In the UK, the use of identifiable data in research is governed by the Data Protection Act (1998) and the common law duty of confidence.

The Data Protection Act is based on the European Data Protection Directive (95/46/EC). In January 2012, the European Commission published a draft Data Protection Regulation with a view to replacing the existing Data Protection Directive and associated Member State legislation. Unlike a Directive, a Regulation takes direct effect in all EU Member States and does not have to be transposed.

The Regulation is now being considered and amended by the European Parliament and Council before it is adopted. This process may take until 2014.

The Regulation covers the use of personal data across a wide range of sectors and will affect how patient data are used in research. The Wellcome Trust is currently working with other stakeholders to ensure that the Regulation creates a clear legal framework that facilitates research while protecting the interests of patients.

We welcome the provisions in the Regulation to support health research. It is essential that the research provisions are maintained as the Regulation moves through the legislative process. We also think it is vital that amendments are made to clarify the research provisions to ensure these achieve their intended purpose and ensure that the scope of the Regulation is clear.

Our position on the Regulation is set out in a joint statement from a group of scientific research organisations [PDF].

The Federation of the European Academies of Medicine and other pan-European organisations have produced a similar statement [PDF].

The rapporteur of the LIBE committee has proposed amendments to Articles 81 and 83 that would severely restrict the use of personal data for scientific research purposes without consent.

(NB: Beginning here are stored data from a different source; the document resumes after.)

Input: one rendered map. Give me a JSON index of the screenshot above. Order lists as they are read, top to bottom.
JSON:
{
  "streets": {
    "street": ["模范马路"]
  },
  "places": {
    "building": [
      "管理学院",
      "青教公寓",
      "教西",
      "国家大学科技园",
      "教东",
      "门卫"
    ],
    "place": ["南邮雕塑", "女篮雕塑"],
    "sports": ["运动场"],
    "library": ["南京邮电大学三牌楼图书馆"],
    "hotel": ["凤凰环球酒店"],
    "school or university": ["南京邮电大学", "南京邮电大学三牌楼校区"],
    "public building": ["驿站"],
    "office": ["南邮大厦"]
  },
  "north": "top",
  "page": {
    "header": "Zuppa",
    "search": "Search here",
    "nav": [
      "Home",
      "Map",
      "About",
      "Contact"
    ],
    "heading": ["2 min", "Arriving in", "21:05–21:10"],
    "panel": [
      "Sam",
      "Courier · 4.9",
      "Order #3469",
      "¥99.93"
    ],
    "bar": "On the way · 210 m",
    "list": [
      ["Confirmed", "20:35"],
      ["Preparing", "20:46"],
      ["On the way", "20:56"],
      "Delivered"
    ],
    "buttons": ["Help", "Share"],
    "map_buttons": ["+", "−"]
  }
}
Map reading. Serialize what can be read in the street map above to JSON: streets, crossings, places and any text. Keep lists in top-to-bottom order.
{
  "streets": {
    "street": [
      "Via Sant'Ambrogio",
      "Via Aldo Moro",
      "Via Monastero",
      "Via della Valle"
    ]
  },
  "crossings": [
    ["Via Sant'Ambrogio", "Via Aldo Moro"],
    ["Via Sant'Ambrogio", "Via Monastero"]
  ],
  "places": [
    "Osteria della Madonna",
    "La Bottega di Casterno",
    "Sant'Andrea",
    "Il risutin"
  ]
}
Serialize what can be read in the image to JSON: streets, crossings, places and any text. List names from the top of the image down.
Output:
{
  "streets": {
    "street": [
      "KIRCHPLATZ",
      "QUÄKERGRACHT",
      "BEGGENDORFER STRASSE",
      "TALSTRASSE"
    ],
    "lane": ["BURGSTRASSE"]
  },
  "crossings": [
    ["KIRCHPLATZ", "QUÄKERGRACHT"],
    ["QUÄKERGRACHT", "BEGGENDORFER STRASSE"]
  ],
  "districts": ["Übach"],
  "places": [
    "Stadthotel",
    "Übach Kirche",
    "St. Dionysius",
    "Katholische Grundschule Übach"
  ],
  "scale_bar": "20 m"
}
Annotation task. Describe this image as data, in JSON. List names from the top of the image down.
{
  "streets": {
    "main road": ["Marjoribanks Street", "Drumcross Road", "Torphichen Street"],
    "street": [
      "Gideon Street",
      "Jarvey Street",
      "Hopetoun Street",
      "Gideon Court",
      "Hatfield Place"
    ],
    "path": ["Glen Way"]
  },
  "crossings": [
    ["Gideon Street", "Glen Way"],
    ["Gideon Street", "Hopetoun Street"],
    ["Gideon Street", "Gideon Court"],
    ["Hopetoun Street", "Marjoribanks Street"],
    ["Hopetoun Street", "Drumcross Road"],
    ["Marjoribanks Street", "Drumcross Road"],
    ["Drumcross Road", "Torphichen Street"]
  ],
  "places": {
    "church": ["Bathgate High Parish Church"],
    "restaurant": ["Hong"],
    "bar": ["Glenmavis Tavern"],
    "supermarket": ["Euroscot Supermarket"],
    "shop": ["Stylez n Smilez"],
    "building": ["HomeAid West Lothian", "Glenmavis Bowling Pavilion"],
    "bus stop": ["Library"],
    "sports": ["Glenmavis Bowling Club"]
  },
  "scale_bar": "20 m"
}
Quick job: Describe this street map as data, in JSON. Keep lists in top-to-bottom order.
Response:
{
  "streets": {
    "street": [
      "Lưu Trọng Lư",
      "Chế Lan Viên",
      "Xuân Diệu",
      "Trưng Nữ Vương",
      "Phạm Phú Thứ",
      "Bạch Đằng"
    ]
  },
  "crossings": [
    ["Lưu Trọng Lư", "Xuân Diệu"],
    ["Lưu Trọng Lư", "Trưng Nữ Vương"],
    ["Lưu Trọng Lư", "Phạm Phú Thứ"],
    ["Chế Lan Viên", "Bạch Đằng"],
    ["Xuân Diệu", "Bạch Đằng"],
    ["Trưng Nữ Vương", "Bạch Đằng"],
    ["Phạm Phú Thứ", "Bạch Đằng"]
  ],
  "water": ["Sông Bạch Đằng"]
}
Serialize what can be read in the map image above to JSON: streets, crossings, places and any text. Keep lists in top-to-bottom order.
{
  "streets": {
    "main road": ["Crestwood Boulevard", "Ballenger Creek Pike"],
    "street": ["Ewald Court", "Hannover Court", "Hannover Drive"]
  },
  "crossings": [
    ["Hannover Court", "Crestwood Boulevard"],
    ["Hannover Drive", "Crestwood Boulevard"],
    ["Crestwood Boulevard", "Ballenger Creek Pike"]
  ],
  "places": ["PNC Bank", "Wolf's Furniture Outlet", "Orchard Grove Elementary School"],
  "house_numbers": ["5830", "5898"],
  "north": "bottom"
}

Article 7 of the Regulation requires consent to be “specific, informed and explicit”, which is often difficult to achieve in health research. The combination of the LIBE rapporteur’s amendments and the requirements for consent is therefore highly problematic for research. Vital research from across Europe that produces benefits for public health and healthcare would not be possible if the LIBE rapporteur’s amendments were to pass. This briefing from the Trust and the Federation of the European Academies of Medicine sets out our concerns about the LIBE rapporteur’s amendments [PDF].

For further information, see:

Wellcome Trust response to the Ministry of Justice’s call for evidence on EU Data Protection Proposals [PDF]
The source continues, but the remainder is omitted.